We have used the interpolation formulas reported in “Appendix”, namely SPL [7], LB [40], ISI [9] and revISI [33]. The first two, SPL and LB, use only three ingredients (they do not include \(W_\infty '[\rho ]\)), while ISI and revISI use all the four ingredients of Eqs. (4)–(5). Additionally, we have also used a Padé approximant (see “Appendix”) which uses \(W_0[\rho ], W_0'[\rho ]\) and the exact \(W_1[\rho ]\), to generate plausible reference adiabatic connection curves, which are shown in Fig. 8. As expected, as the Hooke’s atoms get more correlated, the AC integrand displays a stronger curvature.

Fig. 8

Scaled adiabatic connection integrand as a function of \(\lambda\) obtained from a Padé interpolation that includes the exact \(W_1[\rho ]\) (see “Appendix”)

The error resulting in the correlation energy \(E_\mathrm{c}[\rho ]\) with the different global interpolations is shown in Fig. 9. We consider only the correlation energy, since all the methods utilize 100% exact exchange.

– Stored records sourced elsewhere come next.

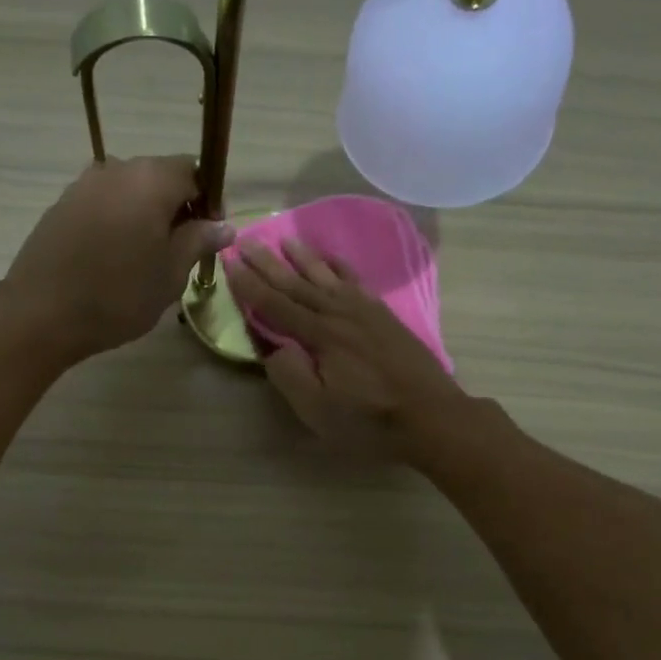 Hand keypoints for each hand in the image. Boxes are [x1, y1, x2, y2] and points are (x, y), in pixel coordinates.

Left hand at [3, 156, 234, 360]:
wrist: (41, 312)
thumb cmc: (119, 295)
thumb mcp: (171, 273)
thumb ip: (198, 241)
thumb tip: (223, 225)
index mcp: (151, 179)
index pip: (193, 172)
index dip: (207, 201)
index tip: (208, 236)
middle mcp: (117, 169)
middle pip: (159, 177)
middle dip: (175, 207)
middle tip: (180, 250)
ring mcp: (84, 185)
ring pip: (128, 191)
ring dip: (144, 214)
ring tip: (145, 257)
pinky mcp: (61, 205)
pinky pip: (102, 204)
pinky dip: (116, 221)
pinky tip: (113, 257)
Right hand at [225, 238, 467, 456]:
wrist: (431, 415)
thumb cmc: (369, 420)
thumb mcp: (318, 410)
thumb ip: (289, 375)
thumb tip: (270, 346)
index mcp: (320, 335)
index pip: (275, 305)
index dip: (249, 285)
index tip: (228, 262)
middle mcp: (340, 313)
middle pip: (297, 283)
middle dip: (269, 263)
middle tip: (246, 239)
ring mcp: (365, 311)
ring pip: (327, 276)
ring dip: (303, 257)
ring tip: (285, 239)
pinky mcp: (384, 316)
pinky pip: (356, 281)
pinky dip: (340, 267)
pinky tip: (332, 260) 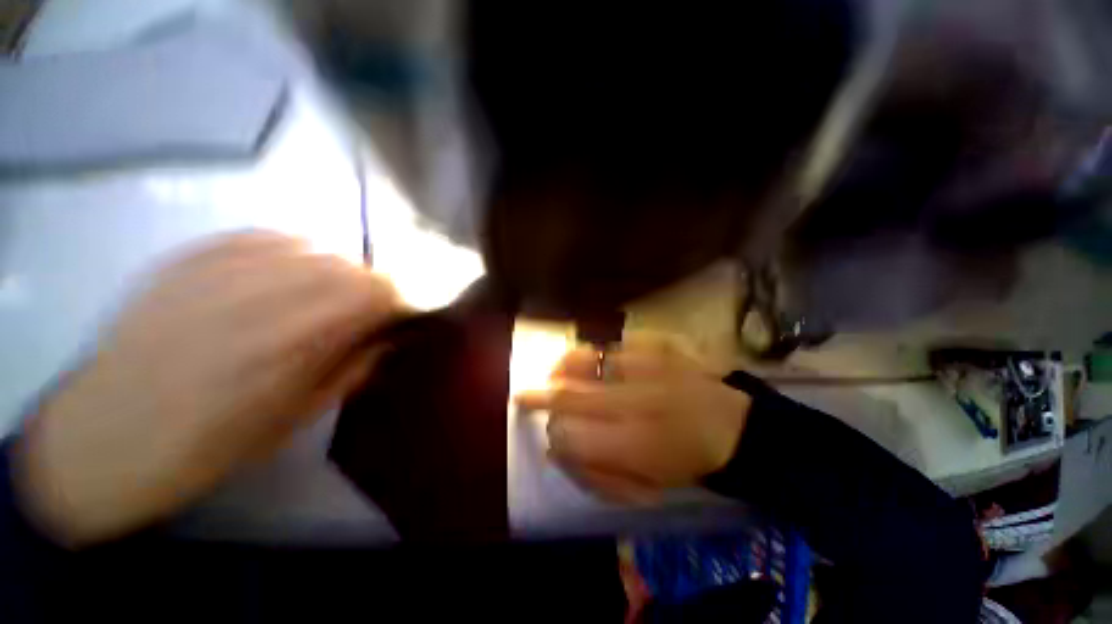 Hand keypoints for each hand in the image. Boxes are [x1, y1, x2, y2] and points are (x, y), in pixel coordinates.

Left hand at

The Padé method performs best as expected, since it uses the exact \(W_1\), which in practical situations is unavailable. The LB interpolation formula performs second best, while SPL, containing the same ingredients, performs much worse. The ISI and revISI methods improve slightly the SPL formula, but are still outperformed by LB, despite containing more exact information in the form of \(W_\infty '[\rho ]\).

Fig. 9

Errors in the correlation energy resulting from the application of several global interpolations (see “Appendix”)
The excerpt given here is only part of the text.